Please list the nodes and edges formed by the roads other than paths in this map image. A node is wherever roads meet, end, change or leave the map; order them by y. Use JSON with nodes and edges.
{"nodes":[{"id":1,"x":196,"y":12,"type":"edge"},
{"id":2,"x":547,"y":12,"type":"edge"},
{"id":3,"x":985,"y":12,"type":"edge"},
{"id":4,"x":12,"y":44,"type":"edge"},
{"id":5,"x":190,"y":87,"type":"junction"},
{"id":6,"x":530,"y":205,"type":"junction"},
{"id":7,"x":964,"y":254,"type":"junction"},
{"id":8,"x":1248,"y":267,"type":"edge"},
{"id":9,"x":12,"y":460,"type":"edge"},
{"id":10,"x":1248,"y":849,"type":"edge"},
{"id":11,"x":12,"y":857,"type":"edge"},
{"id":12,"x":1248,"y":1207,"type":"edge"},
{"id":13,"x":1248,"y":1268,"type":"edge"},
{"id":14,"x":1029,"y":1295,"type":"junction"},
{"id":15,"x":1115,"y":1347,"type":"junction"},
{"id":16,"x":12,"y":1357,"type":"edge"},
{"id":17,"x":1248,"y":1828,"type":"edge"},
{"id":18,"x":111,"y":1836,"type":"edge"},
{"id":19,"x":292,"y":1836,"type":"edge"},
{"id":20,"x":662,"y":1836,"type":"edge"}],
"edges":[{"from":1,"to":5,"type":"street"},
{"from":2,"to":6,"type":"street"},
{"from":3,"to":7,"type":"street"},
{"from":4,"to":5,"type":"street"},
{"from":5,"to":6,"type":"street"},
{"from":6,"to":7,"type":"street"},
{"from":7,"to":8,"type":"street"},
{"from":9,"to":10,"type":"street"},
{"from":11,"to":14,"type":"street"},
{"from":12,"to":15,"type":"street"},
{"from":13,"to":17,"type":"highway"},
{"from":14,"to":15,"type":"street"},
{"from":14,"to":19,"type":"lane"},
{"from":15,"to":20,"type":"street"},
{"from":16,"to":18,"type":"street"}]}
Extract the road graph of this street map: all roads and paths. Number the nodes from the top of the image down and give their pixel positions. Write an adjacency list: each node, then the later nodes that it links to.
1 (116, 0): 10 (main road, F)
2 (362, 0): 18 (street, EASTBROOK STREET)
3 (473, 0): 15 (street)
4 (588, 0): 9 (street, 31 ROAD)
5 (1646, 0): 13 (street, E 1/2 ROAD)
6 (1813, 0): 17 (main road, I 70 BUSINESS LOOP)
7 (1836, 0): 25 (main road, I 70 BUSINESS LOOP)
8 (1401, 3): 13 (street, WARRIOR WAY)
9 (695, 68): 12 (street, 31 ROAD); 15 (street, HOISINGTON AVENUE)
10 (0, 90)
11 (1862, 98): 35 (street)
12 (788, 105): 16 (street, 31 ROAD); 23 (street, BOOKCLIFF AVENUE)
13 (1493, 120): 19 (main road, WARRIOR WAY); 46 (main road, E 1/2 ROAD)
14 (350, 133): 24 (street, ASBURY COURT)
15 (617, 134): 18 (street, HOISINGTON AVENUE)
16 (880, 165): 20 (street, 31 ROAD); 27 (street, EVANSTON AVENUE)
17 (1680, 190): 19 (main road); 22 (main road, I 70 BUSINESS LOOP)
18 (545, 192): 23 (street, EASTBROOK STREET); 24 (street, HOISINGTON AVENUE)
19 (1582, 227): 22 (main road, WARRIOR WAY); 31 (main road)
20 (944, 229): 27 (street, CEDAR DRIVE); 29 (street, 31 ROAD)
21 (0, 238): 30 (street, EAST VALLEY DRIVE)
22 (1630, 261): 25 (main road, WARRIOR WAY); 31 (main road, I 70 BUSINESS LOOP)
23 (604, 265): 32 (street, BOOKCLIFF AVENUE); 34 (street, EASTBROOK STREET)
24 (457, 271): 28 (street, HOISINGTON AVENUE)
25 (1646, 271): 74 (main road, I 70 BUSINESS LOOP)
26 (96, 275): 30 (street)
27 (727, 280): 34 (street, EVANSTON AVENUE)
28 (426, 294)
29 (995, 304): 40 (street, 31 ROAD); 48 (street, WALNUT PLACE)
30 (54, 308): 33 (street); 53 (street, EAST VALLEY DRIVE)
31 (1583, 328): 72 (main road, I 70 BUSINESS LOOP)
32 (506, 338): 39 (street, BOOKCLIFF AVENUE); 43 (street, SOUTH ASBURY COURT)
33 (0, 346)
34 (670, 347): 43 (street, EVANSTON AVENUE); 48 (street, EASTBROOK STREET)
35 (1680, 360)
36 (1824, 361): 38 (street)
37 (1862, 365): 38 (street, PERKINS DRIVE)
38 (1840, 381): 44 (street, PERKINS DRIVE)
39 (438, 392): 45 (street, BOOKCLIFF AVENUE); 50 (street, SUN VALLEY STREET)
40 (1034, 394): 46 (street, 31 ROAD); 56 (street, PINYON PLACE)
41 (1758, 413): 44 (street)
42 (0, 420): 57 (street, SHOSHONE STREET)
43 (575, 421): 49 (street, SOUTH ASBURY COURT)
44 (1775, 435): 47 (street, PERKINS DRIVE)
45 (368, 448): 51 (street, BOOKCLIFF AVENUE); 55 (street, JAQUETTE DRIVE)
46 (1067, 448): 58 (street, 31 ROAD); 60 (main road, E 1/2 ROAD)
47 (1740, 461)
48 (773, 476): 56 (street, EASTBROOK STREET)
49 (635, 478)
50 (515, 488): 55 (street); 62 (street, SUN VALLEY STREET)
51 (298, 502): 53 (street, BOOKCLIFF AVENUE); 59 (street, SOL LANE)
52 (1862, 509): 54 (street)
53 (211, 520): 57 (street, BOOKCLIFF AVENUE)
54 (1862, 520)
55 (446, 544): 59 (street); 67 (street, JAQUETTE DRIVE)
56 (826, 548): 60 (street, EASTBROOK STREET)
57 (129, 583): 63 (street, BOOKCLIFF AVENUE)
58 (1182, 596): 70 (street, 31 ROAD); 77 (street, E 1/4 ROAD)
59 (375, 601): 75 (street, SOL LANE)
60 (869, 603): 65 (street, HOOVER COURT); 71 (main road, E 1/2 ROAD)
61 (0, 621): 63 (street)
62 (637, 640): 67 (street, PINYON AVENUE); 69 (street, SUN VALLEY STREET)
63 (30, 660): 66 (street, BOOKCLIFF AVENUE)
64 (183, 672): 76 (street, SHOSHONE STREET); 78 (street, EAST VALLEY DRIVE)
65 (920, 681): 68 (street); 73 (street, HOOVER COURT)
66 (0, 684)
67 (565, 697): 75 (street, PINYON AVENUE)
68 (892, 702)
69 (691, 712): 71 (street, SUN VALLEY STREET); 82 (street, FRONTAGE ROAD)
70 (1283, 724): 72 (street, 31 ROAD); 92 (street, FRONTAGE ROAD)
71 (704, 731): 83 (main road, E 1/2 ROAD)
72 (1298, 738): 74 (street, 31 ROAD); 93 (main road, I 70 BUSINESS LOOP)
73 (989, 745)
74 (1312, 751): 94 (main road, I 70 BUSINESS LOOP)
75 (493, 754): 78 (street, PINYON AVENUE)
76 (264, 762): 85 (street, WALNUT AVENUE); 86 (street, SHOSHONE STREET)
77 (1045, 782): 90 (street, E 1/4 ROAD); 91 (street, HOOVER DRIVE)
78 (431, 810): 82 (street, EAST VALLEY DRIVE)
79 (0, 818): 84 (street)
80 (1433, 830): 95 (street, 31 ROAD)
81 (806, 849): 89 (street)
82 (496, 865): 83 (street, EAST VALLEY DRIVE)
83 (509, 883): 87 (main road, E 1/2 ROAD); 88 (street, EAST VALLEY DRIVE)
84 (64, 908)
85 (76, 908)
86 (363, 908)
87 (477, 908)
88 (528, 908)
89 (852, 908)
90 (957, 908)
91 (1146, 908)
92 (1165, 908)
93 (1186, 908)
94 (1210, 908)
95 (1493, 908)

--------------------------------------------------

• [To do]: Within the listing above, filter for lines holding the string "paths" and copy each one.

• [Answer for the task]:
Please list the nodes and edges formed by the roads other than paths in this map image. A node is wherever roads meet, end, change or leave the map; order them by y. Use JSON with nodes and edges.
Extract the road graph of this street map: all roads and paths. Number the nodes from the top of the image down and give their pixel positions. Write an adjacency list: each node, then the later nodes that it links to.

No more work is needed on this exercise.